Union president at Warren County Technical School continues fight over his dismissal as coach

Thursday, September 17, 2009
By BILL WICHERT
The Express-Times

FRANKLIN TWP. | The leader of the employees union at Warren County Technical School is continuing his legal fight over claims the school board retaliated against him by removing him as varsity cross country coach.

The Warren Tech Education Association has appealed a court decision that prohibits the arbitration of a grievance between the school board and union President Edward Yarusinsky.

Yarusinsky said he wants to be reinstated as coach and receive reimbursement for the salary he has lost since leaving the position at the end of the 2007-08 school year. The school district and the union culminated more than two years of contract negotiations around the same time.

"I had one of the most successful programs in the school," said Yarusinsky, who served as coach for 27 years. "It just proves it was because of the union activity."

The school board selected another district employee to serve as varsity cross country coach in the past school year, prompting the employees union to file a grievance on Yarusinsky's behalf and later take the issue to arbitration.

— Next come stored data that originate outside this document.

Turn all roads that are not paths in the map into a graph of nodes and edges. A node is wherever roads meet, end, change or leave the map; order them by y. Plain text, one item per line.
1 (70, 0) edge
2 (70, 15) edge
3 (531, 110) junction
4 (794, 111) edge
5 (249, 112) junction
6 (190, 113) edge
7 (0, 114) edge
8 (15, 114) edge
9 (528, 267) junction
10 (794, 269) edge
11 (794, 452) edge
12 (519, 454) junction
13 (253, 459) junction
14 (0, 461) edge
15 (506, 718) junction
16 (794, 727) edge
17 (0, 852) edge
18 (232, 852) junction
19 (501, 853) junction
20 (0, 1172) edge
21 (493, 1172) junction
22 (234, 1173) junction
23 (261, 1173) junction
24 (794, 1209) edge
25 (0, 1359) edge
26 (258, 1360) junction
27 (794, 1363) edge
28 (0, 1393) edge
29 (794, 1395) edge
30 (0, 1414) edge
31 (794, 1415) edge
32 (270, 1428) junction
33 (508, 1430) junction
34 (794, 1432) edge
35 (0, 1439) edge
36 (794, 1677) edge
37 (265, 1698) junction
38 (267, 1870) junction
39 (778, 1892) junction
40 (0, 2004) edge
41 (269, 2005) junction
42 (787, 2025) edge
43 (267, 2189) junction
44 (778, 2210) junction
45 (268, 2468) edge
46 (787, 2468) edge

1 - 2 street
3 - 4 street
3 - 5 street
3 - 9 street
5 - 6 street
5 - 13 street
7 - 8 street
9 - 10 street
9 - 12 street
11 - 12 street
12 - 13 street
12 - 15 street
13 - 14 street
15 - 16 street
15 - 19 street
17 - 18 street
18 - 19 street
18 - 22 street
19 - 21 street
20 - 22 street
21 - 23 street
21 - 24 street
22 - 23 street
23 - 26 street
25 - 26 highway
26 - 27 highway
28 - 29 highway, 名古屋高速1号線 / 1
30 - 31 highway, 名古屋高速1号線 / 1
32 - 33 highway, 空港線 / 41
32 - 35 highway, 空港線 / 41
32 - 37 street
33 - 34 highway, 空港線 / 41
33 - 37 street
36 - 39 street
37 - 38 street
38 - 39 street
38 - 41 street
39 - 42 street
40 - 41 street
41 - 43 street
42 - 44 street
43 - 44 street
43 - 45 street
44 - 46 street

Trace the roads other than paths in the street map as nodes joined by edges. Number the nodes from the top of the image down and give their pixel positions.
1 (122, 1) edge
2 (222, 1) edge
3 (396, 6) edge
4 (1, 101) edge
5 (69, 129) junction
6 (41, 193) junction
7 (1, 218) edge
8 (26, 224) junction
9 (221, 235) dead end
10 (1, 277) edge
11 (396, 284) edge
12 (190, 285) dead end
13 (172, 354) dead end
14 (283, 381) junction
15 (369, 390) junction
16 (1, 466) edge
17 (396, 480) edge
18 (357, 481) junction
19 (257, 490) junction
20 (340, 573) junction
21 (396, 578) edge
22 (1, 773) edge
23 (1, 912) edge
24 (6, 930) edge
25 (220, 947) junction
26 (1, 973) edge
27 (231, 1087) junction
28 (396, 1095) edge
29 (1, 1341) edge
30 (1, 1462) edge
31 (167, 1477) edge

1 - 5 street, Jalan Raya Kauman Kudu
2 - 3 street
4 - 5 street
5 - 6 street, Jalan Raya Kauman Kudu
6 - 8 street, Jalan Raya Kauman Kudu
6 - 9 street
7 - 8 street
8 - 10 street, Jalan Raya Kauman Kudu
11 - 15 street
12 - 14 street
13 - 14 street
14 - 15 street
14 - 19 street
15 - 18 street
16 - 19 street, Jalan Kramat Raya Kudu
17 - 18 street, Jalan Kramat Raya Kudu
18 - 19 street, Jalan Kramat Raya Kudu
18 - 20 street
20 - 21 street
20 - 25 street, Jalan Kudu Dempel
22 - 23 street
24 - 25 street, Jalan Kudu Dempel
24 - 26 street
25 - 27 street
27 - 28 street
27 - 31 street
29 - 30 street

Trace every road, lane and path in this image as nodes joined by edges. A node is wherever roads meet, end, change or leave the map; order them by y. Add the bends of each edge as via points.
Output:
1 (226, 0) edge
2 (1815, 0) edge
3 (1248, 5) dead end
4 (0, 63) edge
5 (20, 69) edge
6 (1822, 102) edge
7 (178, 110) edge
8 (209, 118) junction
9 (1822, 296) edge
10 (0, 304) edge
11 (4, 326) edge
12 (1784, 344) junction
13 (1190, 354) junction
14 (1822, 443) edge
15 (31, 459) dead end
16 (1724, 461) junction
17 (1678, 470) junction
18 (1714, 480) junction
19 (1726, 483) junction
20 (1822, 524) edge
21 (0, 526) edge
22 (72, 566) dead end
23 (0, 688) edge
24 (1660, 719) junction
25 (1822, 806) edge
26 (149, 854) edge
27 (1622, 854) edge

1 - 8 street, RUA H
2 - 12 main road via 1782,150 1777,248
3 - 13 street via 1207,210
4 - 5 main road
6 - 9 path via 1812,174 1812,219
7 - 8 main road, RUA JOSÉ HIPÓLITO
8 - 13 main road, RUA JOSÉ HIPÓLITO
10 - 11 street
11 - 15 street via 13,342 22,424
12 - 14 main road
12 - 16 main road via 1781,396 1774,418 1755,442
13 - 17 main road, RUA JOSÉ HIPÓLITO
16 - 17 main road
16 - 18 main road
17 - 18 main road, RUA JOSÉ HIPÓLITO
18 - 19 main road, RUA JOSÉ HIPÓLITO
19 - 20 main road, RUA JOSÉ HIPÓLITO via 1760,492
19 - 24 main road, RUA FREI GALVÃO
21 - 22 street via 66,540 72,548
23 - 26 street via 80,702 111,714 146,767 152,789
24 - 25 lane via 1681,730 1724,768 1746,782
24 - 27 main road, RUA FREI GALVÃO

In July, a New Jersey Superior Court judge sided with the school board's arguments that such decisions can't be taken to arbitration and ordered to permanently restrain the arbitration.

Warren Tech Chief School Administrator Robert Glowacky has said Yarusinsky was removed as coach as part of an overhaul of the school's athletic program. Yarusinsky said he never received a definitive answer about the reasons for his nonrenewal and that the district never claimed the athletic program was being overhauled.

Glowacky said he received no complaints about Yarusinsky as a coach, but the school district revamped the entire athletic program.

"He might be in denial. We said that in the beginning," Glowacky said. "I don't have any personal vendetta against him. I just felt I had a better candidate to go in there."

Yarusinsky questioned why school officials didn't present the argument about overhauling the athletic program to an independent arbitrator.

"To me, that was a reasonable thing to do," he said. "It would have been done and over with."

Yarusinsky, a social studies teacher, also has sued the school board and two board members for allegedly defaming him during the last round of contract talks.